Here’s a copy of the recipe at this point and this is the difference with the previous recipe:

--- recipe_warming_stripes_local.yml
+++ recipe_warming_stripes_periods.yml
@@ -7,7 +7,7 @@
     - righi_mattia

 datasets:
-  - {dataset: BCC-ESM1, project: CMIP6, mip: Amon, exp: historical, 
-  	  ensemble: r1i1p1f1, grid: gn, start_year: 1850, end_year: 2014}
+  - {dataset: BCC-ESM1, project: CMIP6, mip: Amon, exp: historical, 
+     ensemble: r1i1p1f1, grid: gn}

 preprocessors:
   anomalies_amsterdam:
@@ -29,9 +29,16 @@
 diagnostics:
   diagnostic_warming_stripes:
     variables:
-      temperature_anomalies_amsterdam:
+      temperature_anomalies_recent:
         short_name: tas
         preprocessor: anomalies_amsterdam
+        start_year: 1950
+        end_year: 2014
+      temperature_anomalies_20th_century:
+        short_name: tas
+        preprocessor: anomalies_amsterdam
+        start_year: 1900
+        end_year: 1999
     scripts:
       warming_stripes_script:
         script: ~/esmvaltool_tutorial/warming_stripes.py

Different preprocessors

Now that you have different variable groups, we can also use different preprocessors. Add a second preprocessor to add another location of your choosing.

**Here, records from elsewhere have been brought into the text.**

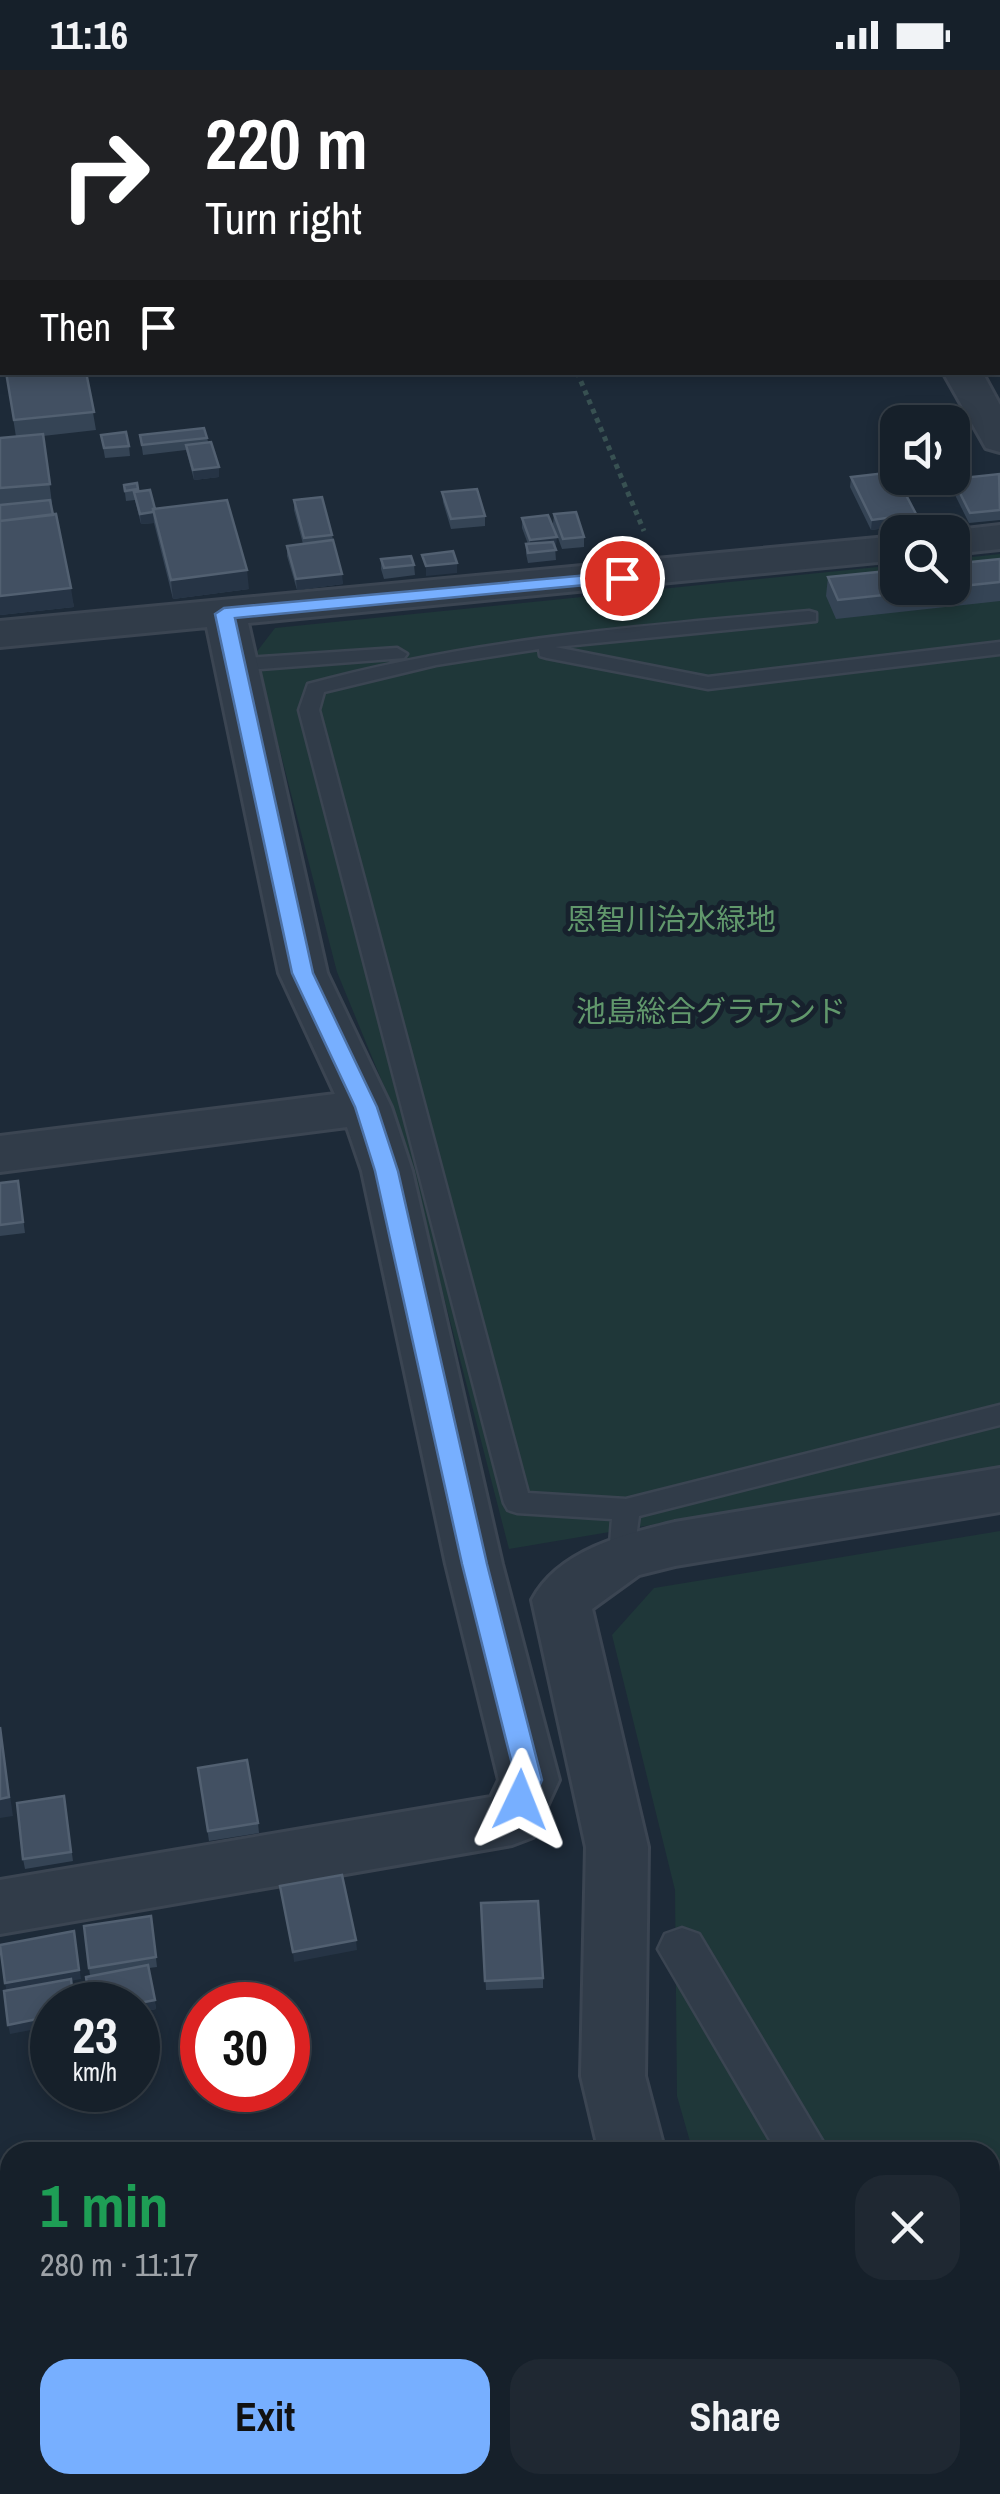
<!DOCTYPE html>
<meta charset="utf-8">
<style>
:root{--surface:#16202a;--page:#1f2832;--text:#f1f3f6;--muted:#9ea3a8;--line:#353e47;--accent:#77afff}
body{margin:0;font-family:"Archivo Narrow","Noto Sans JP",sans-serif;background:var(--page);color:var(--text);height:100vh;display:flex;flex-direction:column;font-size:38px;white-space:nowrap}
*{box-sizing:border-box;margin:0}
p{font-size:32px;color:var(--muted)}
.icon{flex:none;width:55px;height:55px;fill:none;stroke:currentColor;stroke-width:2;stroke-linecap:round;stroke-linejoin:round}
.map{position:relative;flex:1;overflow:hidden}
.panel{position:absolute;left:0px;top:2072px;width:1000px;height:352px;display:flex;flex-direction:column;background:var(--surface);border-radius:30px 30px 0 0;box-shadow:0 5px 15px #0003,0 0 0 2px var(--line)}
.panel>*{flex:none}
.banner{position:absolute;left:0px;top:0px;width:1000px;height:305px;box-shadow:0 5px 15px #0003,0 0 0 2px var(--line);background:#202124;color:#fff;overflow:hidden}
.buttons{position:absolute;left:880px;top:335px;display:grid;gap:20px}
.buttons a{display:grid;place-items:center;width:90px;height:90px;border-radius:20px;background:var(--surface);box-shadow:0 5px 15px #0003,0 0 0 2px var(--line);font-size:50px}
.speed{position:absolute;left:30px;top:1912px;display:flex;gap:20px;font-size:50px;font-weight:700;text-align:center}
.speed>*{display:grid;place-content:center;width:130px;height:130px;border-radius:50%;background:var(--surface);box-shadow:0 5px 15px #0003,0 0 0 2px var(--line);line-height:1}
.speed small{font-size:25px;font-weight:400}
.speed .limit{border:15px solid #d22;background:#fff;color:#111}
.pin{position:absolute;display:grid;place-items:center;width:85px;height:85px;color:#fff;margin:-42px;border:5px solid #fff;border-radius:50%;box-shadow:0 2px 10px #0007}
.me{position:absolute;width:110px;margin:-55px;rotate:2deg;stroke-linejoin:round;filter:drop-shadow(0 0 8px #0008)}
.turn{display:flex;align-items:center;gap:35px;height:210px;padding:0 40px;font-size:45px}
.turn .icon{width:130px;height:130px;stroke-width:2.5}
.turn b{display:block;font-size:70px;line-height:85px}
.then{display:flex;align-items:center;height:95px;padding:0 40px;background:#0003;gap:20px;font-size:38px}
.round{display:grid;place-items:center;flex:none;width:105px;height:105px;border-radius:30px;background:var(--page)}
.summary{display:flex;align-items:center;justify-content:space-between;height:170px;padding:0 40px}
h1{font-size:60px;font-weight:800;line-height:75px;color:#1e9e55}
.cta{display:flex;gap:20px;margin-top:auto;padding:20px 40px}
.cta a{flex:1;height:115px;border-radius:30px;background:var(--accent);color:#111;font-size:40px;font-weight:800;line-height:115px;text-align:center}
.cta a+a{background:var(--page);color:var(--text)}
.status{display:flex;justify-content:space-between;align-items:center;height:70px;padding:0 50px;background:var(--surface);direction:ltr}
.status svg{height:28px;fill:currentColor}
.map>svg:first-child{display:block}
.green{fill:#1f3739}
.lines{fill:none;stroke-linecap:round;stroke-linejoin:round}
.service-casing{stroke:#3b4552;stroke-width:5}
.pedestrian-casing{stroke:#3b4552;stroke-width:5}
.minor-casing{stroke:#3b4552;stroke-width:6}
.path{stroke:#385152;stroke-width:5;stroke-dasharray:5 5;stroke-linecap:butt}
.service{fill:#313c49;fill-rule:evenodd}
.pedestrian{fill:#313c49;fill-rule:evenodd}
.minor{fill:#313c49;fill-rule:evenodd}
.wall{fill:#354455}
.shaded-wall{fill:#263445}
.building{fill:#425062;stroke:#526071;stroke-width:2.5}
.route{fill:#77afff;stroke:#4d72a6;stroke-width:2.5}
.labels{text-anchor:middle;stroke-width:10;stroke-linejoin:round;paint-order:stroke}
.park-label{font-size:30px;fill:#61986c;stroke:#17212d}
</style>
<div class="status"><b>11:16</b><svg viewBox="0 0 49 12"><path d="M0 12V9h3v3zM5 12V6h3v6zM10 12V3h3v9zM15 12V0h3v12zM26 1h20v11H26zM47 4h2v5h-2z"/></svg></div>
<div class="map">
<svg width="1000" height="2424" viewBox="0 0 1000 2424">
<rect width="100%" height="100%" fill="#1d2a38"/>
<path class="green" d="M1000 484V1396L509 1479 399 1053 337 902 255 584 275 558 897 495 898 518H952L953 489Z
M1000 1461V2424H812L809 2415H990V2082H693L677 2026 675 1820 612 1565 654 1518Z"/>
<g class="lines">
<g class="service-casing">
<path id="service" d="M198 0H214V2H198Z
M547 0H563L564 2H548Z
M809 541 816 543V551L555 577 708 607 1000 572V584L708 619 547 588 540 586 539 579 436 595 324 622 319 640 528 1423 626 1429 1000 1335V1355L639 1446 632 1495 622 1498 612 1495 609 1487 612 1449 517 1443 508 1440 504 1433 299 640 308 614C472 569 640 556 809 541Z
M397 578 407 584 404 588 233 601 223 595 233 589Z"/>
</g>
<g class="pedestrian-casing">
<path id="pedestrian" d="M682 1858 699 1864 829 2082H777L658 1879 665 1864Z
M990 2373 1000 2377V2424H975L970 2415H990Z"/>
</g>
<g class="minor-casing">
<path id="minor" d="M468 0H502V2H468Z
M772 0H806L807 2H773Z
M998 8H1000V28H998Z
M0 95H2V117H0Z
M1000 278V302L998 303V279Z
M943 302H982L1000 335V382L986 378Z
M1000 455V479L952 484V462H940Z
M898 466V490L248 553 327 903 391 1037 412 1101 502 1494 559 1710 533 1767 512 1775 0 1864V1810L491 1727 499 1710 446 1494 362 1101 347 1057 0 1102V1066L335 1024 279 903 207 557 0 577V551Z
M1000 1398V1442L675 1496 639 1505 592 1539 648 1777 645 2006 665 2082H599L581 2006 586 1777 532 1530C558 1480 625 1464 675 1452Z
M679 2415H749L751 2424H681Z"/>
</g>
<path class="path" d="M577 302 644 461"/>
<use href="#service" class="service"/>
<use href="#pedestrian" class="pedestrian"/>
<use href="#minor" class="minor"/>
</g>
<path class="wall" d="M325 0H381V2H325Z
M515 0H554V2H516Z
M850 0H958V2H850Z
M960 0H998L997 2H961Z
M0 31H2V99L0 85Z
M0 141H2V201L0 202Z
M6 302H86L96 360 43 366 52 433H50L74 537 0 545V368L16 367Z
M101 365 129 376 130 386 105 388Z
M140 365 207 368 219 407 194 410 186 380 143 385Z
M1000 405V450L969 453 952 419 953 409Z
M851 407 916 444 915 454 871 460 850 417Z
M137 413 139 421 155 439 249 519 173 529 154 453 141 454 135 430 126 431 124 415Z
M442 422 485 446V456L451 459 443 432Z
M294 430 332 465 343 514 297 520 287 486V476L303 474 294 440Z
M554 444 584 467V477L562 479 553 454Z
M522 448 556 477H555L556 490 528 493 526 484V474H528L522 458Z
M381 489 414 495 415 505 384 509 381 499Z
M1000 489V531L836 549 826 526 828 507Z
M18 1111 25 1163 0 1166V1113Z
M198 1698 258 1753 259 1763 209 1771Z
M64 1726 73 1791 25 1799 23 1789Z
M481 1833 543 1908V1918L486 1920Z
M151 1846 157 1897 149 1898 156 1939 138 1943V1935L90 1906 84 1856Z"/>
<path class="shaded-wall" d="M219 397V407L194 410 193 400Z
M153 443 154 453 141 454 140 444Z
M916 444 915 454 871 460 872 450Z
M557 467 556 477 530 480V470Z
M457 493V503L426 506V496Z
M247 500 249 519 173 529 171 510Z
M342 504 343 514 297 520 296 509Z
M71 518 74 537 0 545V526Z
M0 1657 13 1746 0 1748Z
M74 1861 81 1909 7 1923 5 1913Z
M356 1870 357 1880 294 1892 293 1882Z
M155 1930 156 1939 138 1943V1935H129Z
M52 1946V1956L10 1964 8 1955Z"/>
<path class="building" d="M0 0H18L19 2H2V13H0Z
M24 0H44V2H25Z
M47 0H63V2H47Z
M68 0H87L88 2H69Z
M90 0H109L110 2H91Z
M112 0H130L131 2H113Z
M135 0H153V2H136Z
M159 0H196V2H159Z
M236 0H271V2H237Z
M326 0H369L326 2Z
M592 0H602L603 2H583L582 1Z
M605 0H623L624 2H606Z
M658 0H762L763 2H637Z
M808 0H836L837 2H809Z
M856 0H879L880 2H857Z
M883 0H904L906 2H884Z
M998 36H1000V51L998 47Z
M0 50H2V81H0Z
M998 72H1000V90L998 91Z
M0 113H2V132L0 119Z
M0 141H2V183H0Z
M6 302H86L94 342 14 350Z
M204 358 207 368 142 375 140 365Z
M126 362 129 376 104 378 101 365Z
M43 364 50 414 0 418V368Z
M211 372 219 397 193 400 186 375Z
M894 402 916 444 872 450 851 407Z
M999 404 1000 440 970 443 953 409Z
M137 413 138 419 125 421 124 415Z
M477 419 485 446 451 449 442 422Z
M150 420 155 439H153V442L140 444 134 422Z
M322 427 332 465 304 468 294 430Z
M50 430 53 445 0 451V435Z
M227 430 247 500 171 510 153 439Z
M576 442 584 467 563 469 554 444Z
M56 444 71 518 0 526V451Z
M548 445 557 467 530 470 522 448Z
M333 470 342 504 296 509 287 476Z
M553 472 556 480 528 483 526 474Z
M453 481 457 493 426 496 422 485Z
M411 486 414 495 384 498 381 489Z
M1000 489V512L952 517V494Z
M898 500V518H949L838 530 828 507Z
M18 1111 23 1152 0 1155V1113Z
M0 1657 9 1727 0 1729Z
M247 1690 258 1753 208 1761 198 1698Z
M64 1726 71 1782 23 1789 17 1733Z
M342 1805 356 1870 293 1882 280 1816Z
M538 1831 543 1908 485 1911 481 1833Z
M151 1846 156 1887 89 1898 84 1856Z
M74 1861 79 1900 5 1913 0 1875Z
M148 1895 155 1930 129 1935H90L86 1907Z
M71 1909 74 1935H52V1946L8 1955 4 1921Z"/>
<path class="route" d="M622 502 628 504V511L235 548 313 903 377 1037 398 1101 487 1494 542 1710 530 1738 520 1741 511 1738 507 1730 516 1710 462 1494 375 1101 355 1037 292 903 215 544 224 538Z"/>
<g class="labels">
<g class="park-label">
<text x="671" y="860">恩智川治水緑地</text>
<text x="711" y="952">池島総合グラウンド</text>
</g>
</g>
</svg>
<div class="buttons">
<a><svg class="icon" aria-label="sound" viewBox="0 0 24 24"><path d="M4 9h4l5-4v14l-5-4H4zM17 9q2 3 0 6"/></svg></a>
<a><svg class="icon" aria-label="search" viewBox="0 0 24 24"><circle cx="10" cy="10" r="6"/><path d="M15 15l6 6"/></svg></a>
</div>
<div class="speed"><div>23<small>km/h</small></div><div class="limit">30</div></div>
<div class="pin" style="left:622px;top:508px;background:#d93025"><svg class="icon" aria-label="arrive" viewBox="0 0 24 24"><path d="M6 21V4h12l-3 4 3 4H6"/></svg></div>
<svg class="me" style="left:520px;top:1730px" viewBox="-20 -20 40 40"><path d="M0-17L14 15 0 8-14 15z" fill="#77afff" stroke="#fff" stroke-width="4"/></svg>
<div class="banner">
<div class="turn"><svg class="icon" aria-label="right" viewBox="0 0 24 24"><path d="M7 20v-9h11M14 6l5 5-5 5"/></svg><div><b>220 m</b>Turn right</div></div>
<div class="then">Then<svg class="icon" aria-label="arrive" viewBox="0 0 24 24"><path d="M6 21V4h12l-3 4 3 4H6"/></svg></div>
</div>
<section class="panel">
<div class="summary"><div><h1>1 min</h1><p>280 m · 11:17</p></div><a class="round"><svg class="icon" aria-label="close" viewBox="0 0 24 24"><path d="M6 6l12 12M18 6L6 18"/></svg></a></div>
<div class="cta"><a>Exit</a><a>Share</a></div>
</section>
</div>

Pro-tip: if you want to avoid repetition, you can use YAML anchors.

Solution

Here’s a copy of the recipe at this point and this is the difference with the previous recipe:

--- recipe_warming_stripes_periods.yml
+++ recipe_warming_stripes_multiple_locations.yml
@@ -15,7 +15,7 @@
       latitude: 52.379189
       longitude: 4.899431
       scheme: linear
-    anomalies:
+    anomalies: &anomalies
       period: month
       reference:
         start_year: 1981
@@ -25,18 +25,24 @@
         end_month: 12
         end_day: 31
       standardize: false
+  anomalies_london:
+    extract_point:
+      latitude: 51.5074
+      longitude: 0.1278
+      scheme: linear
+    anomalies: *anomalies

 diagnostics:
   diagnostic_warming_stripes:
     variables:
-      temperature_anomalies_recent:
+      temperature_anomalies_recent_amsterdam:
         short_name: tas
         preprocessor: anomalies_amsterdam
         start_year: 1950
         end_year: 2014
-      temperature_anomalies_20th_century:
+      temperature_anomalies_20th_century_london:
         short_name: tas
-        preprocessor: anomalies_amsterdam
+        preprocessor: anomalies_london
         start_year: 1900
         end_year: 1999
     scripts:

Additional datasets

So far we have defined the datasets in the datasets section of the recipe. However, it’s also possible to add specific datasets only for specific variable groups. Look at the documentation to learn about the ‘additional_datasets’ keyword, and add a second dataset only for one of the variable groups.

Solution

Here’s a copy of the recipe at this point and this is the difference with the previous recipe:

--- recipe_warming_stripes_multiple_locations.yml
+++ recipe_warming_stripes_additional_datasets.yml
@@ -45,6 +45,8 @@
         preprocessor: anomalies_london
         start_year: 1900
         end_year: 1999
+        additional_datasets:
+          - {dataset: CanESM2, project: CMIP5, mip: Amon, exp: historical, ensemble: r1i1p1}
     scripts:
       warming_stripes_script:
         script: ~/esmvaltool_tutorial/warming_stripes.py

Key Points

  • A recipe can work with different preprocessors at the same time.

  • The setting additional_datasets can be used to add a different dataset.

  • Variable groups are useful for defining different settings for different variables.